Os setores de aplicação relacionam-se diretamente aos produtos de pesquisa, vinculando-se a atuação profissional e a função social da Educação Física. Nesse caso, observamos o destaque para os setores de saúde humana e educação, com referências significativas para os produtos e serviços recreativos, culturais, artísticos e desportivos.
Observa-se a concentração dos grupos de pesquisa nas regiões sudeste e sul do Brasil, havendo necessidade de programas estrurantes para as demais regiões. No que se refere às linhas de pesquisa destacamos: atividade física e saúde; formação profissional; políticas públicas; ensino-aprendizagem; História da Educação Física; Treinamento esportivo; Comunicação e mídia; Corpo; Lazer; Epistemologia; Currículo; Biomecânica; Psicologia do esporte; e aspectos socioculturais da Educação Física e Esporte. Em relação à área de conhecimento predomina a inserção na Grande área de Ciências da Saúde, havendo registros na área de Ciências Humanas e Sociais, sobretudo no campo da Educação. Os principais setores de atividades encontrados são saúde e educação. Os resultados evidenciam perspectivas de configuração da pesquisa na área e serão aprofundados a partir da interpretação referencial. Observa-se também, o registro significativo em outros setores não diretamente especificados na Plataforma Lattes.
Os dados colhidos em 2004 na Plataforma Lattes, em que pese a necessidade de sua atualização quantitativa, expressam o movimento da pesquisa na Educação Física, suas problemáticas, enquadramentos em subáreas e especialidades que merecem destaque e aprofundamento, sobretudo no sentido de se repensar o modelo de ciência e a classificação da Educação Física nas áreas de conhecimento junto aos órgãos de fomento a pesquisa em nosso país.

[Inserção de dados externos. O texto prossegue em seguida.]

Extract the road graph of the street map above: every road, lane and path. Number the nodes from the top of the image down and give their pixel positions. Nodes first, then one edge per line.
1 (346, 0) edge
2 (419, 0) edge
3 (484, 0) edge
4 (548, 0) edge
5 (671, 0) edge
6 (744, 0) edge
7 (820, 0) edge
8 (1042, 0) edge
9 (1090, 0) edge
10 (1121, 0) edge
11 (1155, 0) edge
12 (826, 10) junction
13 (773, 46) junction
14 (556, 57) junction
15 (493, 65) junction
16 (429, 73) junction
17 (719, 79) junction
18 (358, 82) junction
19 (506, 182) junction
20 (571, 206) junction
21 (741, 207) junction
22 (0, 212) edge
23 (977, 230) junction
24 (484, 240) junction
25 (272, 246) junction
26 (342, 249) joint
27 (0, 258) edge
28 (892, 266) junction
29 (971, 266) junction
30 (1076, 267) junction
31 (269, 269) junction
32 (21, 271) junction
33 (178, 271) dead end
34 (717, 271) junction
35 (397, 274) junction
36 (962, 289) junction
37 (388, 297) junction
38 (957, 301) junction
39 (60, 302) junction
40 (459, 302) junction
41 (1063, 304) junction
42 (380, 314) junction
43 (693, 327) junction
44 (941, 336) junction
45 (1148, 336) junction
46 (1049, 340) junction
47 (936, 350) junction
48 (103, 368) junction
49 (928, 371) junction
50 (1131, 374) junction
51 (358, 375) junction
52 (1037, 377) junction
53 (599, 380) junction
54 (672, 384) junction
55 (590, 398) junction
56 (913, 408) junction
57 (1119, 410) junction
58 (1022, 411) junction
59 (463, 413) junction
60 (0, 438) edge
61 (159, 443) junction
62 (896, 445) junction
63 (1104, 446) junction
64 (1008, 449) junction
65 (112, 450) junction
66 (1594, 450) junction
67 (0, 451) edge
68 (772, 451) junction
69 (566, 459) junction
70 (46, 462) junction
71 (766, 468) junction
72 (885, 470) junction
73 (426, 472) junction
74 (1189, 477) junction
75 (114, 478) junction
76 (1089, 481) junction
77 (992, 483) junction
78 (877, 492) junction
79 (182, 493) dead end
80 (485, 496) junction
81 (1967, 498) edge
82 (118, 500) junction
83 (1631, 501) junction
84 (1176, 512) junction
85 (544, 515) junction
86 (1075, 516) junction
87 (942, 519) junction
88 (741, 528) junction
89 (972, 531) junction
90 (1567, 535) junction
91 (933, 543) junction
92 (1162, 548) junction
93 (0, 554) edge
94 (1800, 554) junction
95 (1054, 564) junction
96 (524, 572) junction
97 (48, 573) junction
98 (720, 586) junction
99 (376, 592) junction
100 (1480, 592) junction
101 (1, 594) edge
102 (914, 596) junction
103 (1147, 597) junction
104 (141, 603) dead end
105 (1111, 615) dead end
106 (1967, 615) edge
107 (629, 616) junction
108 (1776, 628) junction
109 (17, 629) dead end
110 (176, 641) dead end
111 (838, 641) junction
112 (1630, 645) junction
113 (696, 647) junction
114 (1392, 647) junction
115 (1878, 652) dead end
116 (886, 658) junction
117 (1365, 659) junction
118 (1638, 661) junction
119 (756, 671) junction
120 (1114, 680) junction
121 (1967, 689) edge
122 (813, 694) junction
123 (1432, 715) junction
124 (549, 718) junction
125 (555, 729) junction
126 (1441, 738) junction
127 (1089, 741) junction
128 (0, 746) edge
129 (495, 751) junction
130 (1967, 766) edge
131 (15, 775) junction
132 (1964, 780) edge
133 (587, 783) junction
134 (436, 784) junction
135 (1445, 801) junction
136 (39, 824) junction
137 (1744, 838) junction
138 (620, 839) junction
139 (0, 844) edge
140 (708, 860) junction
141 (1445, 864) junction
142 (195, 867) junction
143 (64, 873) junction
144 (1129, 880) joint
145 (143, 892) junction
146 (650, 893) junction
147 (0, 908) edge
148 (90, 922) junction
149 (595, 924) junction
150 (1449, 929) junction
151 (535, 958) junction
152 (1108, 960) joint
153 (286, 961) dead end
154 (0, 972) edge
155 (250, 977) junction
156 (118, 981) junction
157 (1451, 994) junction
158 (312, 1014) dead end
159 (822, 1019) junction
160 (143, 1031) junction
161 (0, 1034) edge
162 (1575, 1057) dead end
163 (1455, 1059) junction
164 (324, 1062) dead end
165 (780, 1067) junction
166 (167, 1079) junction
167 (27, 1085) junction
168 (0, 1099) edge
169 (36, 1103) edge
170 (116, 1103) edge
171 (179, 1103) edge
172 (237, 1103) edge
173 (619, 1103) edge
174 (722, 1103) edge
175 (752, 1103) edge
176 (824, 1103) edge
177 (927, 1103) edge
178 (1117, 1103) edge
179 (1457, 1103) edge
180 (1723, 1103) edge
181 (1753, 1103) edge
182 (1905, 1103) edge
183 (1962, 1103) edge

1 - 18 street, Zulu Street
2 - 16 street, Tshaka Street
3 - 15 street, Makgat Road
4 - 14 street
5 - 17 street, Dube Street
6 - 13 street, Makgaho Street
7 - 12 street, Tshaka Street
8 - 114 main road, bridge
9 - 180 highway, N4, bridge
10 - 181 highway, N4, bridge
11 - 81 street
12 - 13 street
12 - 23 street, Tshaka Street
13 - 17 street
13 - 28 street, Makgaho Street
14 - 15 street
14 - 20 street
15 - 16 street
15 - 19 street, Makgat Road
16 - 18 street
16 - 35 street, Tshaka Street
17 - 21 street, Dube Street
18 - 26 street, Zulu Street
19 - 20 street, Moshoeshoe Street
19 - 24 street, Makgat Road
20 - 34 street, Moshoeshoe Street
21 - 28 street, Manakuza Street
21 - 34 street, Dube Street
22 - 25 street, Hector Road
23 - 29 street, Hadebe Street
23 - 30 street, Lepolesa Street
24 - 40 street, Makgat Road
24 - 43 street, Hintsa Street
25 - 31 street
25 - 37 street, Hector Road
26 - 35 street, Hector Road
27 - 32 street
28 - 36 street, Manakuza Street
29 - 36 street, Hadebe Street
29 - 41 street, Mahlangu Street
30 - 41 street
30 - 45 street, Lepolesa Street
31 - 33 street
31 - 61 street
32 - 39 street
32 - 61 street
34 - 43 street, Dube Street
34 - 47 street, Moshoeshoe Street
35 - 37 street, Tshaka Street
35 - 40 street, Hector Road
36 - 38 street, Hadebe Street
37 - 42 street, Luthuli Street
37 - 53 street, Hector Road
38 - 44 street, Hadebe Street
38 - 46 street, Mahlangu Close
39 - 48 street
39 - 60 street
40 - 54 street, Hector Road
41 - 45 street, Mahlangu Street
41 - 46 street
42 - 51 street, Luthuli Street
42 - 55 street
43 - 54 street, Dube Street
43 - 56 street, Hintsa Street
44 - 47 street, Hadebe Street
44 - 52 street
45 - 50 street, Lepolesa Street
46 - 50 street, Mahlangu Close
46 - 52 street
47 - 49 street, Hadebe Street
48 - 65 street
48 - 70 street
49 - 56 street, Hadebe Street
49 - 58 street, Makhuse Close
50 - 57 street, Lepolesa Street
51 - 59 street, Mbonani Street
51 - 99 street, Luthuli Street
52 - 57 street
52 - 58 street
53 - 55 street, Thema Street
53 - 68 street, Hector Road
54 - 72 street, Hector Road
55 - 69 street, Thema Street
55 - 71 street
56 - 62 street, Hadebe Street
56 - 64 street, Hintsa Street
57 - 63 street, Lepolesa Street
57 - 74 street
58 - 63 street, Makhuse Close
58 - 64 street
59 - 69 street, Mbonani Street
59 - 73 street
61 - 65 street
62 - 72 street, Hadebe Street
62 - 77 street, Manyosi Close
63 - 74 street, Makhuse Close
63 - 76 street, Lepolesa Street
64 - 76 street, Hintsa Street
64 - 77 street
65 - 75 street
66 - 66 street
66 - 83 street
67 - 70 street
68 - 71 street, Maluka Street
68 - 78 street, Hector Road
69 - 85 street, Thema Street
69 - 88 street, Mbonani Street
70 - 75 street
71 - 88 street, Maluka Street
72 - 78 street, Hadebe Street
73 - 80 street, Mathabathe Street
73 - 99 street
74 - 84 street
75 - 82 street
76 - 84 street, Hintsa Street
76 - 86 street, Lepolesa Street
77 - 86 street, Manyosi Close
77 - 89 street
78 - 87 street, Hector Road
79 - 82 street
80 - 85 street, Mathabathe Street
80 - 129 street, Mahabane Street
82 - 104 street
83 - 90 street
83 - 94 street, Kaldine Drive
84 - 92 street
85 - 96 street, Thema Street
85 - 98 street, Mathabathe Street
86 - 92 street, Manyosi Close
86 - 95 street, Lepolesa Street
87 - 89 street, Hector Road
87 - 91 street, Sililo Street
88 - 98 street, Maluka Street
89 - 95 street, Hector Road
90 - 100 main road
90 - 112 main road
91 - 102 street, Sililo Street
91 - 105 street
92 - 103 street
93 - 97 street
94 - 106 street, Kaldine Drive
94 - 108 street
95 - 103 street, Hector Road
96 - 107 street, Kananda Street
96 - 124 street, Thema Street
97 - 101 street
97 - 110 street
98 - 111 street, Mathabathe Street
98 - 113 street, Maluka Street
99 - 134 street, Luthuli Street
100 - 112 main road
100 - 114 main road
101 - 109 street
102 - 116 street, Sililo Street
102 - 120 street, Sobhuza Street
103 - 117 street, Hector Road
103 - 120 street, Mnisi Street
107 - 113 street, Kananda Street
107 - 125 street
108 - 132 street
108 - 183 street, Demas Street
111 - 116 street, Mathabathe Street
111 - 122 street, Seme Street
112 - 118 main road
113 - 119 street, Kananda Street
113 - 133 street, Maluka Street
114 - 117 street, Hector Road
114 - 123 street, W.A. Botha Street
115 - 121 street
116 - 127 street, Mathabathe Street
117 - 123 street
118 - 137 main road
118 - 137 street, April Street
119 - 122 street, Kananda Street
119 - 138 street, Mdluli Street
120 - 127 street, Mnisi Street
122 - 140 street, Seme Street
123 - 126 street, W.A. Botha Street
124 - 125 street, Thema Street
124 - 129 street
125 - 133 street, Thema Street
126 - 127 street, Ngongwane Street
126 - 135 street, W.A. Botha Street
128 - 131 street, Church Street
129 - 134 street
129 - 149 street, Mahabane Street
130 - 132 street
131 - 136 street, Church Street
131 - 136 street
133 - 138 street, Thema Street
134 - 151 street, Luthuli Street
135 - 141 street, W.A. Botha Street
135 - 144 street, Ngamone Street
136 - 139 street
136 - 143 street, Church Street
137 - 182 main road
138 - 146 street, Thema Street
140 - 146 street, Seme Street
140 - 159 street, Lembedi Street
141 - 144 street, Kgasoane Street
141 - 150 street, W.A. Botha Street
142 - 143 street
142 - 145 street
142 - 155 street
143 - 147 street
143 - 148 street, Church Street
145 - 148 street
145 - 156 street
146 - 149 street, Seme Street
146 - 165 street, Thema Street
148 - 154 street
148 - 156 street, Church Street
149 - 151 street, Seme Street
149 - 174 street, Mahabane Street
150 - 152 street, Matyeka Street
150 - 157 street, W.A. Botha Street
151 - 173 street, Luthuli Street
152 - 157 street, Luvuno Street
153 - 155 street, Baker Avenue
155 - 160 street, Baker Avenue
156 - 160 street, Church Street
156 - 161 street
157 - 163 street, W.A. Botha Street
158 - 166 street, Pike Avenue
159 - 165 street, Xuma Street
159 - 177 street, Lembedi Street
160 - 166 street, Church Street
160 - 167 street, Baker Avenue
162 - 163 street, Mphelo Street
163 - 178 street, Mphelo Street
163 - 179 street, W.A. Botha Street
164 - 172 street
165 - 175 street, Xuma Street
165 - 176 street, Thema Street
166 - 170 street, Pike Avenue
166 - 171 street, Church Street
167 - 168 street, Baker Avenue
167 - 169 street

Percebe-se também nas linhas e subáreas de pesquisa múltiplas possibilidades de investigação que permitem pensar em uma configuração do conhecimento que ultrapasse o modelo arbóreo e desafiam o pensamento rizomático.

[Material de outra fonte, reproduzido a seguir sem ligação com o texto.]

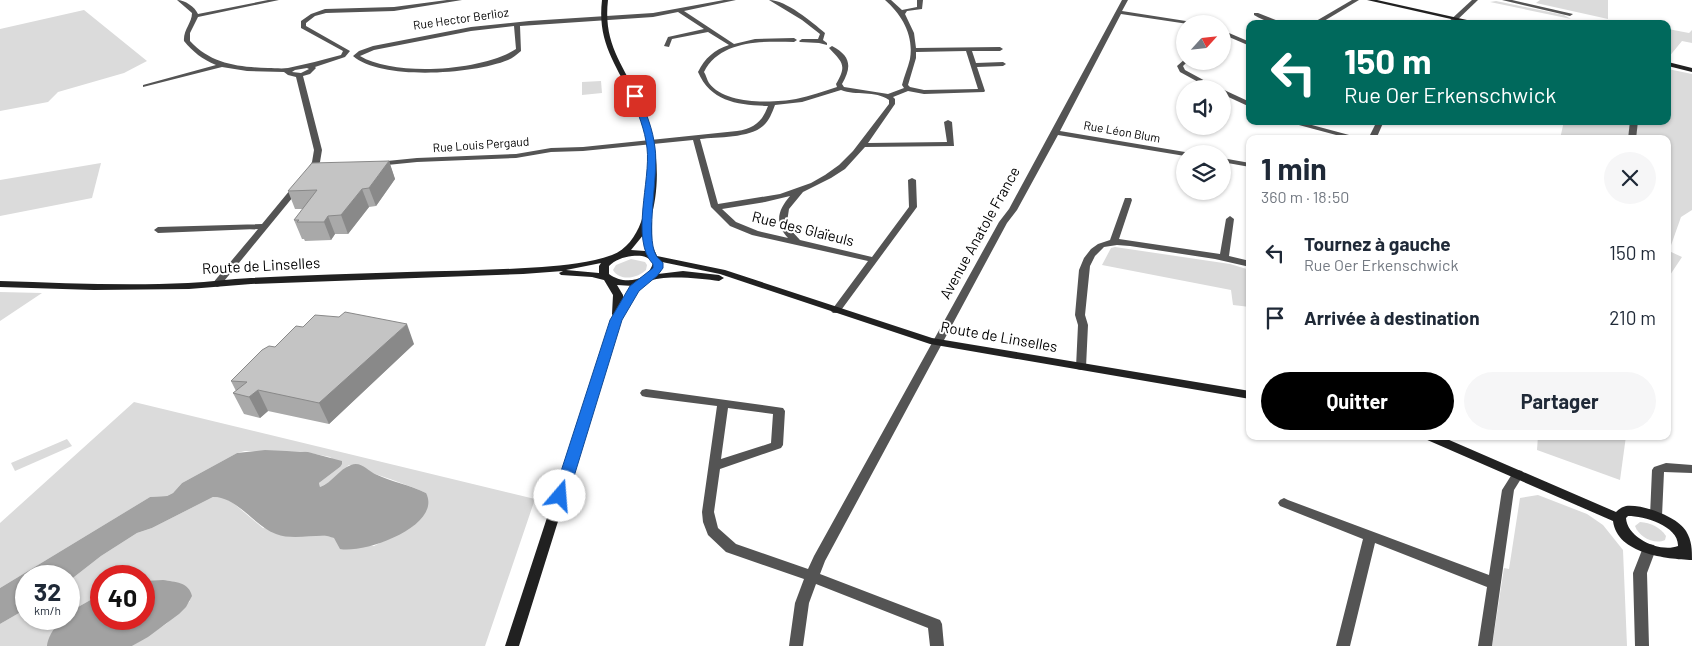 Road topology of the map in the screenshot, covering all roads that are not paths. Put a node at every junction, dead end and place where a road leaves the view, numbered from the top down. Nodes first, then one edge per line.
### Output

É preciso considerar que a lógica de estruturação da Plataforma Lattes induz a organização interna da área, em especial, aos líderes que necessitam registrar os grupos de pesquisa. Importante ressaltar que apesar do pouco tempo de existência da plataforma, sua capacidade acumulada e sua força de penetração na comunidade acadêmica, ao se tornar eixo das políticas financiamento a pesquisa, conferiu-lhe forte poder de indução na organização da produção e socialização do conhecimento no Brasil, para alem do âmbito do CNPq.
Importante ressaltar que, apesar desta diversidade e diferença conceitual, a pesquisa e a produção do conhecimento no interior desta área têm crescido geometricamente, criando condições, objetivas inclusive, para que se reflita acerca da necessidade de um melhor enquadramento no âmbito das grandes áreas do conhecimento, reconhecidas publicamente e em suas subdivisões internas já existentes.
Notas
SILVA, A.M. Uma política científica para a Educação Física ou de Alice e a toca do coelho. In CARVALHO, Y. & LINHALES, M. (Orgs). Política científica e produção do conhecimento em educação física. Goiânia: CBCE, 2007, p. 153.
FOUCAULT, M. As palavras e as coisas. 6a ed. Tradução Salma Tannus Muchail. São Paulo: Martins Fontes, 1995.
DELEUZE, Gilles e GUATTARI, Félix. Mil platôs: capitalismo e esquizofrenia, vol.1. Trad. Aurélio Pinto Neto et al. Rio de Janeiro: Editora 34, 1995.
Referências bibliográficas
DELEUZE, Gilles e GUATTARI, Félix. Mil platôs: capitalismo e esquizofrenia, vol.1. Trad. Aurélio Pinto Neto et al. Rio de Janeiro: Editora 34, 1995.
FOUCAULT, M. As palavras e as coisas. 6a ed. Tradução Salma Tannus Muchail. São Paulo: Martins Fontes, 1995.